Mom: “Whatever ya need!” (then more talk about the hotel and location, and says Aunt can help out too).
Me: Awesome! We’re actually looking at renting a hotel over in that area to make life easier, too. Haha.
Mom: Great! Okay, I’ll talk to you later.
Everything seemed normal. Everything seemed fine. Too Fine. No texts or calls until Sunday when:
Mom: “I am not going to set up the coolers & ice or pour tea, etc.. I am your mother, the MOTHER OF THE BRIDE. Certainly you can find someone else to do that job. I love you very much.”
Me: “Well that was random.”
Mom: “You are breaking my heart. I love you so much. Do you want me to find someone who can set up the ice and pour everything like you want? What yous aid to me made me feel so small and disrespected. Maybe it was just me, but I don’t think so. Sorry if I misinterpreted. love, mom”
Me (finally losing my mind because I’ve dealt with her shit for 30 years and it’s only gotten worse after my dad died) : “You clearly misinterpreted. You said you’d help with anything. That’s what need help with. I’ve had other friends and family volunteer to do just that! I was originally planning on doing it all myself and still might. I don’t know what job you were expecting? Something bigger and more important? I don’t think I have one of those. If you give me an idea of what you were wanting to help with (which, originally, you said anything), then maybe we can go from there. Nothing I said was intended to make you feel bad. I was genuinely excited that you and Aunt would be there, and now I’m wondering what the hell I’ve done wrong this time. Feel free to help with whatever you want help with. Tell me what won’t make you feel disrespected and help with that. Or, show up at 530pm with the rest of the guests if that would be better for you.”
Mom: “I’m so sorry I overreacted and responded like an idiot-child. Sometimes I even amaze myself about how immature I can be. I’ll show up at 530 with Aunt. If you need some $$, I’ll give you some to defer the costs of all of this. HEHAW HEHAW. I can really be a jackass. I apologize.”
Me: “I don’t need any money. Thanks for the offer. If you change your mind and want to help with anything, let me know. Otherwise, I’ll plan on seeing you and Aunt at 530. Thanks.”
Now, to normal people, this might look like she apologized. She didn’t. She (as usual) tried to admit fault by making me feel bad for her. Notice how she offered money?
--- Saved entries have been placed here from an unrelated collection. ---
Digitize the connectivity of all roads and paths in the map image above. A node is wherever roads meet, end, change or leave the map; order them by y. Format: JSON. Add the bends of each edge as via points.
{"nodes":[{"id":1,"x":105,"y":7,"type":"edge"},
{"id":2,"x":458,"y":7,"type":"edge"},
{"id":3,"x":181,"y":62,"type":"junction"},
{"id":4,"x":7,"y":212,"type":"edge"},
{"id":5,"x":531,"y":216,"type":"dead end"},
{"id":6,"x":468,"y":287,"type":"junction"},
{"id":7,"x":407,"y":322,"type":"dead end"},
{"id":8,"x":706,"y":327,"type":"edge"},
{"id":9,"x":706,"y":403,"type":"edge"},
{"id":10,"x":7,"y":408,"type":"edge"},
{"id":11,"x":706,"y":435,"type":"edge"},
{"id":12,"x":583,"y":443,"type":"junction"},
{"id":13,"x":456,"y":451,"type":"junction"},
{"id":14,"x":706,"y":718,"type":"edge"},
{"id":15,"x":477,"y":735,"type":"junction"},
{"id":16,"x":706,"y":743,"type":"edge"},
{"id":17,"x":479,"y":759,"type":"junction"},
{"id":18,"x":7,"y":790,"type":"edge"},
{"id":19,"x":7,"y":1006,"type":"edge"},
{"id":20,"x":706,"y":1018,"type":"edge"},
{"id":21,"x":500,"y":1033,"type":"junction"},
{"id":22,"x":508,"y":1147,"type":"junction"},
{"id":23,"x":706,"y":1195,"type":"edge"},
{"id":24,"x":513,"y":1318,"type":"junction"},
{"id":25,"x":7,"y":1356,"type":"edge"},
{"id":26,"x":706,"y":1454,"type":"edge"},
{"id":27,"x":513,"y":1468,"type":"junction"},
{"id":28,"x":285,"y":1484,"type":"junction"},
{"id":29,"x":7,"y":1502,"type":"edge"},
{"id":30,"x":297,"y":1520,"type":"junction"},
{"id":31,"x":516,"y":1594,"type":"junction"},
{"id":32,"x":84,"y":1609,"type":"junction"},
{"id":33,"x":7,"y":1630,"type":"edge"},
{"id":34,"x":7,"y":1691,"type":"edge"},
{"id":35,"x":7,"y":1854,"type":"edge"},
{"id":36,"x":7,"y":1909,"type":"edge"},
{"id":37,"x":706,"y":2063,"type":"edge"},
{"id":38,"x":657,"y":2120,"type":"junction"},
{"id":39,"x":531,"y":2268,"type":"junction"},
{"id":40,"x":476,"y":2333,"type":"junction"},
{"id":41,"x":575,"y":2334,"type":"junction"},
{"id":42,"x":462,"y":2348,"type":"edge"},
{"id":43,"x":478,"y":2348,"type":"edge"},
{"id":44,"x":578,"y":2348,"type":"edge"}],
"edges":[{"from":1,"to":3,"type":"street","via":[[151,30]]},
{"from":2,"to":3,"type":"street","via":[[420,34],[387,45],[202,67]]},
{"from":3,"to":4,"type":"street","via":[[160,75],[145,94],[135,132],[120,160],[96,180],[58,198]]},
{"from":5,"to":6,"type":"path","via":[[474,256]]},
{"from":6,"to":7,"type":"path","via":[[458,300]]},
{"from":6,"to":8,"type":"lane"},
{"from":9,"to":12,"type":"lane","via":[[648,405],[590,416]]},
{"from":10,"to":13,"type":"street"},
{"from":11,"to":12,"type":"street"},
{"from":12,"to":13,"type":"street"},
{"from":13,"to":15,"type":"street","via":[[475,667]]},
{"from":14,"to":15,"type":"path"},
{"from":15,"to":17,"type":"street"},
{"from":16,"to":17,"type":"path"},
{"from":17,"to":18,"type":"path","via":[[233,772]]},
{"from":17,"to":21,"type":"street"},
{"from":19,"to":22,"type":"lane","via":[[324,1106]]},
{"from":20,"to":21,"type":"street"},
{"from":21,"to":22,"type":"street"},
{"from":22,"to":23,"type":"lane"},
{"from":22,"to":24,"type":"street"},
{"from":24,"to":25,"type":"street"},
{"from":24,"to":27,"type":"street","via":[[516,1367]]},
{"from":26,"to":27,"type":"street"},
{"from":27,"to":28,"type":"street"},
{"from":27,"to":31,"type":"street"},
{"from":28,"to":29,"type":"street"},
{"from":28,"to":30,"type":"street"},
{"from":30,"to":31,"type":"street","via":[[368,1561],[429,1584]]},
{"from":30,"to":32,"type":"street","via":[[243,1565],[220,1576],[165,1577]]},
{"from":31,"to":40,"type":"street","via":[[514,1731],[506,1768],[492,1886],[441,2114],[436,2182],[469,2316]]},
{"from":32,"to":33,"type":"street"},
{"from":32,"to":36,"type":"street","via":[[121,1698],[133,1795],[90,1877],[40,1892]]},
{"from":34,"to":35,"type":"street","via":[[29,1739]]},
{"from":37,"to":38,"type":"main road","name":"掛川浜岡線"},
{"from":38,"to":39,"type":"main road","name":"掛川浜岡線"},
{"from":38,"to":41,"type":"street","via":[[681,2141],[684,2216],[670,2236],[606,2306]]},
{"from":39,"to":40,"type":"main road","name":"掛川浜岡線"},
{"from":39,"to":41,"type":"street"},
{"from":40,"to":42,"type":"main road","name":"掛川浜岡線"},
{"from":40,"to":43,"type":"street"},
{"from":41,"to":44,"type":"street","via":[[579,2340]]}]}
She and I got into a huge fight over money not even four months ago (she wanted money from me) and 6 months ago she got written out of my will because she had perfect timing (I was sitting down to go over the details with the lawyer, naming FH as the sole beneficiary and my mom as the secondary when mom just so happens to text me asking if she can borrow $2,000. I am not rich. I don’t have 2 grand laying around like she thinks I do). Money is a very very touchy subject and one that I will never touch with her again.
So, two months to go and my mom goes batshit. I expected it, really. I just hope it doesn’t get worse before the actual damn wedding, or she might find herself uninvited.
I’ve already had several friends (and my mom’s other sister) volunteer to be on Mom Patrol and will drag her ass outta there if she starts any shit at the wedding itself. It’s sad when people volunteer to be on Mom Patrol and also volunteer to scoop ice into the soda coolers, but scooping ice is so beneath my mother.
Sorry! Just had to rant! Feel free to share any crazy family stories if you want, or just read my tale of woe and be glad your family is sane (or at least, saner than mine).